The episode starts with Abi thanking the other four “Survivors” for keeping her, and with her not knowing how to thank them. Well, you kinda just did, so don’t over think it too much and fry your pea brain. But, you know who you should really thank? Yourself. For sucking at life. Because that is the true reason they kept you around. They were worried about Carter beating them, and nobody on this Earth would be worried about you winning the game, so they had to get rid of him while they had the chance. So, in the end, what have we learned here, today, Abi? I guess I should reword that for you: what SHOULD we have learned today? Yes, you suck. And, didn’t I tell you that she’d be stupid enough to think that (maybe) part of the reason they kept her was because they believed her nimrodded story about having a hidden immunity idol? Good one, Abi.
Also, Skupe, it’s not ironic that Abi thought she’d be in the final 5 with different people. Irony means something completely different. It’s more moronic that Abi is in the final 5 to begin with, not really ironic. I won’t get into a grammar battle, because I SUCK at grammar issues, but I do know that it’s not really “ironic” that Skupin thought Abi thought she’d be in the final 5 with four other people than the people she ended up with. Jesus, I just confused the hell out of myself. I don’t even know where I was going with this whole argument. I think it’s ironic that I tell you I suck at grammar and then go and try and preach a sermon to someone about how they used a word in the wrong context. See…that’s irony. Write it down. Learn it. Use it from now on.
Abi hasn’t met her quota of trying to put people down yet, so she approaches Lisa in order to tell her that she’s the scum of the alliance. She’s fourth out of the four, and she needs to continue playing the game with her if she wants any chance at winning, because if she goes to the final three with Malcolm or Denise, she’s going to lose. Now, even though Abi is an idiot, she has a point. I don’t think Lisa stands a chance at winning if she goes against Malcolm or Denise, but at the same time, with how the jury votes in Survivor, you never know. However, with that said, Lisa still stands a MUCH BETTER chance of winning against Abi and Skupin than she does Malcolm and Denise. The big-butted one spoketh some truth and isn’t just crapping words out of that big butt hole of hers. Smartly, Lisa knows she must keep Abi close, if not to take her to the final three, to at least be nicer to her than the others to earn her vote if she does make it to the finals. But, with how horrible Survivor is at hiding the ending from us, we know she’s going to vote Abi because of how they made a point to show us how Lisa talked about how she still wanted to vote Abi out because she wanted to keep true to her final four agreement with Denise. Geez…do we even need to watch the final 45 minutes? Just kick the Brazilian b*tch off already and let’s get to the season finale on Sunday!
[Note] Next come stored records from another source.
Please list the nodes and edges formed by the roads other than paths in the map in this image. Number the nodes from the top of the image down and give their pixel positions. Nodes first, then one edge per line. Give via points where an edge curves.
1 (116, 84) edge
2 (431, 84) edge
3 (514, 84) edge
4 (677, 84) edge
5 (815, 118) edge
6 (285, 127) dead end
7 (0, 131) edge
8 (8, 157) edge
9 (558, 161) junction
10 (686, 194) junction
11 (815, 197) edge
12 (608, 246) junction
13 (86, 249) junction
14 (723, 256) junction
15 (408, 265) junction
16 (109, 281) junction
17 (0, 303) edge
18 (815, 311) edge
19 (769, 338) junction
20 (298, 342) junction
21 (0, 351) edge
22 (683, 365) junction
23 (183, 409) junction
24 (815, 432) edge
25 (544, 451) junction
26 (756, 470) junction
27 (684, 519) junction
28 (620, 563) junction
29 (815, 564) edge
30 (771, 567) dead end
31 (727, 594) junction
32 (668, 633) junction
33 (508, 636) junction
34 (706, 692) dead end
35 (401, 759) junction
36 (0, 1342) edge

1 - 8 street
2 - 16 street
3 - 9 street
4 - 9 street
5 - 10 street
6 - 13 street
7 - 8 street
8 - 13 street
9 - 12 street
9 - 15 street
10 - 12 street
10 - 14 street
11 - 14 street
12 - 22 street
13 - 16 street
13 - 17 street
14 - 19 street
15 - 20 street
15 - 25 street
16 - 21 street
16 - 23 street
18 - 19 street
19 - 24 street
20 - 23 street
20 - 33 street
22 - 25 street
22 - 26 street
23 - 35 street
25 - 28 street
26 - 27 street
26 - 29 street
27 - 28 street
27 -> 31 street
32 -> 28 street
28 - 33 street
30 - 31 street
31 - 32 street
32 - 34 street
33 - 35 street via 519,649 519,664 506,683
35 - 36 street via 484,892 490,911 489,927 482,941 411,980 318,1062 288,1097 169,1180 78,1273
Over at the reward challenge, we learn once again just how nonchalant people are about the game of Survivor. Watching them take their dandy @ss time throwing those rings was nothing short of annoying! Do you even want to win the reward? You heard Jeff about the pizza and soft drinks (seriously, who the hell uses the term ‘soft drinks’ anyway, Probst? Get with the times), right? I’m pretty sure, at one point, I even saw someone licking their finger and holding it in the air to judge the wind. Come on, throw the stupid ring and as soon as you let go of the one, start throwing the next one, and so on. And, right after you throw the last one in your hand, don’t even watch it, just start running to go pick them up! They’re all standing their like Michael Jordan after his “final shot,” watching it as if they know they’re hitting the post! Anyway, Skupin wins, and returns the favor to Malcolm for picking him last reward by picking him to go along, as well as Lisa. So, if I’m Denise, I immediately start worrying about them making a final three pact while they’re on that trip. Also, I start planning how I’m going to manufacture a noose, so I can hang myself the second we get back to camp, because having to spend an entire afternoon with only Abi would be more torturous than I’m willing to put up with…
Denise doesn’t kill herself, but instead has to hear about how Abi is crushed she wasn’t chosen to go on the reward with Skupin. Really, Abi? You’re crushed? Have you NOT heard anything that these people have said about you these past 30some odd days? They DESPISE YOU! Even if the reward was having your pubic hair skinned off with an ax, they still wouldn’t choose you because it would mean having to spend time with you! You truly can’t be that dense to think that they might have actually chosen you to come along on a once-in-a-lifetime trip in the Philippines, swimming with whale sharks! Also, sweetheart, you are nowhere near the swing vote! Have you watched the show before? Do you know what the term ‘swing vote’ means? It doesn’t mean you’re the swing vote just because you’re open to vote for anyone. It means that the remainder of the people, other than you, are tied with who they are voting out, and YOU are the deciding vote, meaning both sides are going to come to you for your vote. I don’t see anyone knocking on the bamboo pole near your side of the hut, asking if you’re home and can come out and play! You’re going home. How’s that for swing vote.